Thus, sole proprietorship has several advantages and disadvantages. According to William R. Basset, “the one man control is the best in the world if that man is big enough to manage everything.” But, one man can rarely manage and control everything. Therefore, sole proprietorship is a suitable form of organisation in the following cases:

  • Where the market is local, e.g., small-scale retailers;
  • Where personal attention to the needs and preferences of customers is essential, e.g., tailoring, beauty parlours, etc.
  • Where fashions change very frequently, e.g., artistic jewellery;
  • Where small amount of capital is required but personal skills are more important, e.g., health clinic;
  • Where quick decision and prompt action are necessary, e.g., stock brokers; and
  • Where risk involved is negligible, e.g., doctors, lawyers, chartered accountants.

Joint Hindu Family Business

The joint Hindu family business refers to a business which is owned and managed by the members of a joint Hindu family.
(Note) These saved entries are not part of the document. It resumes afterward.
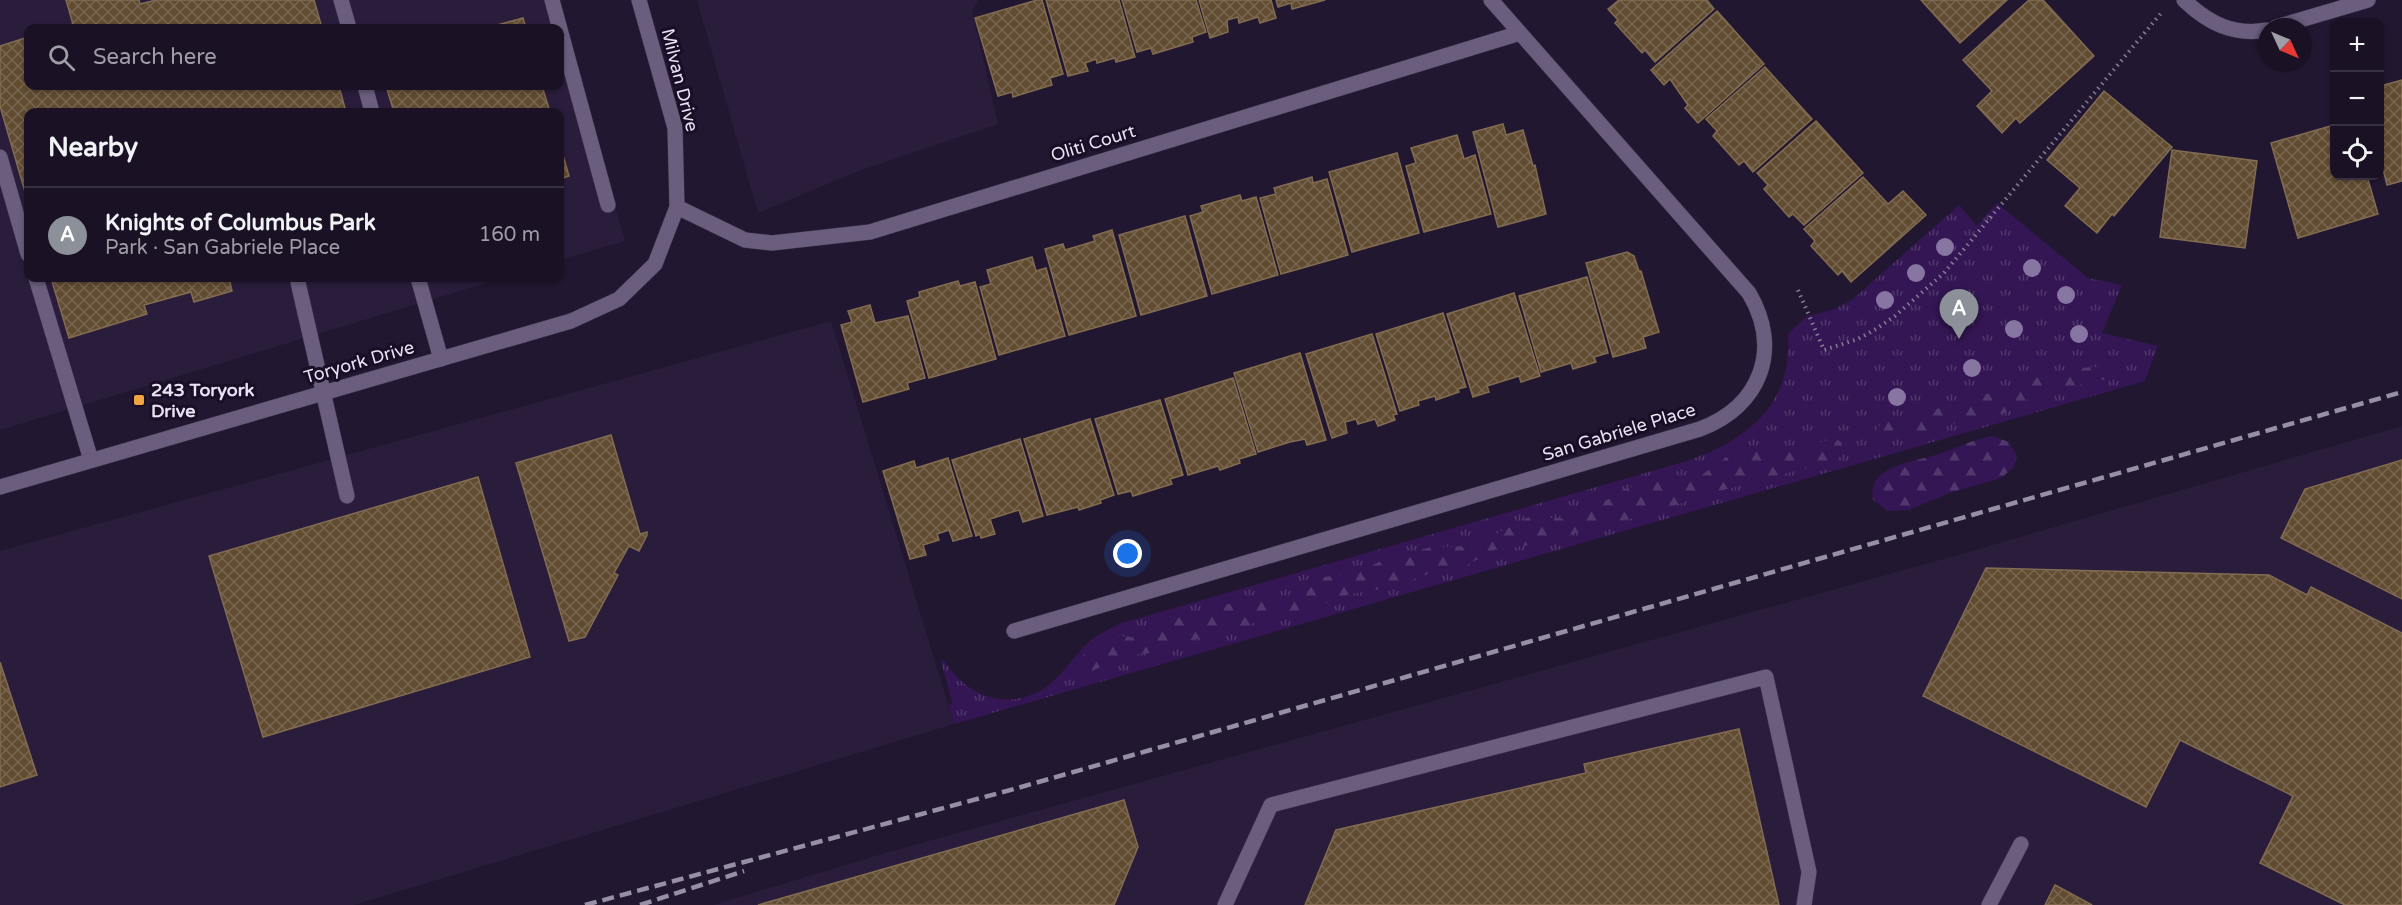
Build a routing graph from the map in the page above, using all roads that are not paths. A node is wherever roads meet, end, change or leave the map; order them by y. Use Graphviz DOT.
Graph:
graph roads {
  1 [pos="341,0"];
  2 [pos="552,0"];
  3 [pos="639,0"];
  4 [pos="1491,0"];
  5 [pos="2184,0"];
  6 [pos="2368,0"];
  7 [pos="2307,18"];
  8 [pos="348,24"];
  9 [pos="559,24"];
  10 [pos="2258,31"];
  11 [pos="1520,33"];
  12 [pos="564,44"];
  13 [pos="366,90"];
  14 [pos="371,108"];
  15 [pos="0,157"];
  16 [pos="608,205"];
  17 [pos="677,207"];
  18 [pos="24,240"];
  19 [pos="37,282"];
  20 [pos="298,282"];
  21 [pos="419,282"];
  22 [pos="441,359"];
  23 [pos="324,393"];
  24 [pos="91,460"];
  25 [pos="0,487"];
  26 [pos="347,496"];
  27 [pos="1014,631"];
  28 [pos="2021,844"];
  29 [pos="1225,905"];
  30 [pos="1804,905"];
  31 [pos="1989,905"];
  1 -- 8 [label="street"];
  2 -- 9 [label="street"];
  3 -- 17 [label="street, Milvan Drive"];
  4 -- 11 [label="street, San Gabriele Place"];
  5 -- 10 [label="street"];
  6 -- 7 [label="street"];
  11 -- 17 [label="street, Oliti Court"];
  11 -- 27 [label="street, San Gabriele Place"];
  12 -- 16 [label="street"];
  13 -- 14 [label="street"];
  15 -- 18 [label="street"];
  17 -- 22 [label="street, Toryork Drive"];
  19 -- 24 [label="street"];
  20 -- 23 [label="street"];
  21 -- 22 [label="street"];
  22 -- 23 [label="street, Toryork Drive"];
  23 -- 24 [label="street, Toryork Drive"];
  23 -- 26 [label="street"];
  24 -- 25 [label="street, Toryork Drive"];
  28 -- 31 [label="street"];
  29 -- 30 [label="street"];
}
It is also known as Hindu Undivided Family Business: It is governed by the Hindu Succession Act. This form of business is created by the law of succession. The joint Hindu family form of business is one in which the family possesses some inherited property. The share of ancestral property is inherited by a male member from his father grandfather and great grandfather. Thus, three successive generations can simultaneously inherit the ancestral property. All the male members having a share in family property are known as coparceners and the oldest male member is called the karta.
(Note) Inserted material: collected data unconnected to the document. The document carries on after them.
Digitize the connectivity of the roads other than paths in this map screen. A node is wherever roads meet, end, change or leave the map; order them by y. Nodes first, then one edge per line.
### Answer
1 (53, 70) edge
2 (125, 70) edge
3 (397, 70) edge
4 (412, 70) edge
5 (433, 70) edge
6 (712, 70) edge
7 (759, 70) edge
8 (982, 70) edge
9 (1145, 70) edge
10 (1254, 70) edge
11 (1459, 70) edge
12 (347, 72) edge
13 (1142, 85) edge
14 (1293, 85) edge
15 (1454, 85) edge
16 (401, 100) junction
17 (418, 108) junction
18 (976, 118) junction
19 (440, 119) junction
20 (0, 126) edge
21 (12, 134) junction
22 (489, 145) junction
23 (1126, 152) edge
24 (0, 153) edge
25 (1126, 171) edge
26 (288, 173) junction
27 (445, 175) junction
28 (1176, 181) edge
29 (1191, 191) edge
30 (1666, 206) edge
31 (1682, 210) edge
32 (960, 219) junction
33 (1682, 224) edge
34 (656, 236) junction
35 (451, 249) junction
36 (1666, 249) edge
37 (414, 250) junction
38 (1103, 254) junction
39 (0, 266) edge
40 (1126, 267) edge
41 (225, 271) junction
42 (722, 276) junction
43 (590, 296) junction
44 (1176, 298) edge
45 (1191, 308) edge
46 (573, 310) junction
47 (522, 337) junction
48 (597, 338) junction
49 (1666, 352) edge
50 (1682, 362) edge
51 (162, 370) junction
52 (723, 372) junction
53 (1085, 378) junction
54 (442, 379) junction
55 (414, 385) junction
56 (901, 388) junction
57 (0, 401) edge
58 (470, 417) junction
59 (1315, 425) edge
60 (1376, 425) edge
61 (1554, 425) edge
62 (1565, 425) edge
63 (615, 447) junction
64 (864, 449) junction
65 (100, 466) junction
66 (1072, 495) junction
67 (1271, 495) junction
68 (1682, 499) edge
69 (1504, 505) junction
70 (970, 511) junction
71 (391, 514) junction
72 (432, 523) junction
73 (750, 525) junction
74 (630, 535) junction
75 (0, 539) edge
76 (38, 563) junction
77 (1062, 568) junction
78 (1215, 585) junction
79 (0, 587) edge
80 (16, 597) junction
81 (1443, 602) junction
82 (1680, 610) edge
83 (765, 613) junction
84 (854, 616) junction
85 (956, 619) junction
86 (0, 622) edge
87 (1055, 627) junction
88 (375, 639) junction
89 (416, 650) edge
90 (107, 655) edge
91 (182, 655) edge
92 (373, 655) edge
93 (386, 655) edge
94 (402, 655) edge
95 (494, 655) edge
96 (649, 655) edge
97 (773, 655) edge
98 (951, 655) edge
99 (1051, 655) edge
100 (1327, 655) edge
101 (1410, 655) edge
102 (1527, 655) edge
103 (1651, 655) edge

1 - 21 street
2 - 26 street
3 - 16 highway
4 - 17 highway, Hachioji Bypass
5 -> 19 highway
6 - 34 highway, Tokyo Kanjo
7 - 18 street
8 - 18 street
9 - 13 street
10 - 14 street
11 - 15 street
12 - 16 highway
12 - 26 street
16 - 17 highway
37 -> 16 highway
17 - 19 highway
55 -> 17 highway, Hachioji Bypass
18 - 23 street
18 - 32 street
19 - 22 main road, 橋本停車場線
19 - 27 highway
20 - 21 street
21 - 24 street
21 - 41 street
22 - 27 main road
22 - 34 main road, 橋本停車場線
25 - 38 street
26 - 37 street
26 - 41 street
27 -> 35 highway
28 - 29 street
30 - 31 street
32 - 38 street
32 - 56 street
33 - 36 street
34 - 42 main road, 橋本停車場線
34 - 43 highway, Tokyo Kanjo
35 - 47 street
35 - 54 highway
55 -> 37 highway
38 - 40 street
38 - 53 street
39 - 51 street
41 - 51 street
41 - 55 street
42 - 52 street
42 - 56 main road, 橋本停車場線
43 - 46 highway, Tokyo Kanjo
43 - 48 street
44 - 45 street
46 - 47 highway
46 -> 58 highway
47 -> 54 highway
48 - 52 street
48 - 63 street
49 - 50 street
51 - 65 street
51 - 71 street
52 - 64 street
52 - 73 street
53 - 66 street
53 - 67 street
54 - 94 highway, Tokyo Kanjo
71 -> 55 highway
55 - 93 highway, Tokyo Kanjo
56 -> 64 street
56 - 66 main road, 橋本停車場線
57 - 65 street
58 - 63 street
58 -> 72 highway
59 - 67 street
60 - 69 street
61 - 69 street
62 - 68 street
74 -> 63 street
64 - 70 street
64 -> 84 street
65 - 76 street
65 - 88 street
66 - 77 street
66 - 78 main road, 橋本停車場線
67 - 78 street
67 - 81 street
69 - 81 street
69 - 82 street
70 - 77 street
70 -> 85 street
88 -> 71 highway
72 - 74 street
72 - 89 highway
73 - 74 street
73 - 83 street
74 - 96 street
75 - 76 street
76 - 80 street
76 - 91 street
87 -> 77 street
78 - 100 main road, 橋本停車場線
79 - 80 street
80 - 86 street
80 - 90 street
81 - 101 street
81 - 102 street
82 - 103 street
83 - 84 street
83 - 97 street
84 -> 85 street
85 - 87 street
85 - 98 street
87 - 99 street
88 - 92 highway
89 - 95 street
Features: The main characteristics of Joint Hindu Family Business are as follows:

  1. Membership – A person becomes a member in the family business by virtue of his birth in the family. No formal agreement is necessary between the family members. The membership is restricted to three successive generations. Only male members can be coparceners. A female relative of a deceased male coparcener will have a share after the death of the coparceners. Minors are also full-fledged members of the family business. There is no limit on the number of members.
  2. Management – The management of joint Hindu family business is rested in the karta. The karta may, however, associate other members to assist him in the management of family business.
  3. Liability – The liability of the karta is unlimited. The liability of other members is limited to the extent of their share in the property of the family business.
  4. Right to Accounts – Coparceners are not entitled to inspect the accounts of the business. However, a coparcener who is leaving the family business can demand accounts from the karta.
  5. Dissolution – Joint Hindu family business is not dissolved on the death of a coparcener. It comes to an end when all the members notify that they are not members of the joint Hindu family.



  1. Ease of formation
  2. Freedom of action
  3. Personal contact
  4. Utmost secrecy
  5. Limited liability
  6. Stability
  7. Incentive to work hard
  8. Quick decisions
  9. Economy of operations
  10. Flexibility of operations


  1. Limited financial resources
  2. Limited managerial ability
  3. Unlimited liability of karta
  4. Hasty decisions
  5. Source of Conflicts
  6. Misuse of authority by Karta


The partnership form of business organisation grew out from the limitations of sole proprietorship. When the business expands, one man is unable to arrange the financial resources and bear the risks. He cannot supervise and manage all the functions of business personally. Therefore two or more persons join hands and combine their capital and skill to start and run a business. Partnership is thus an extension of sole proprietorship.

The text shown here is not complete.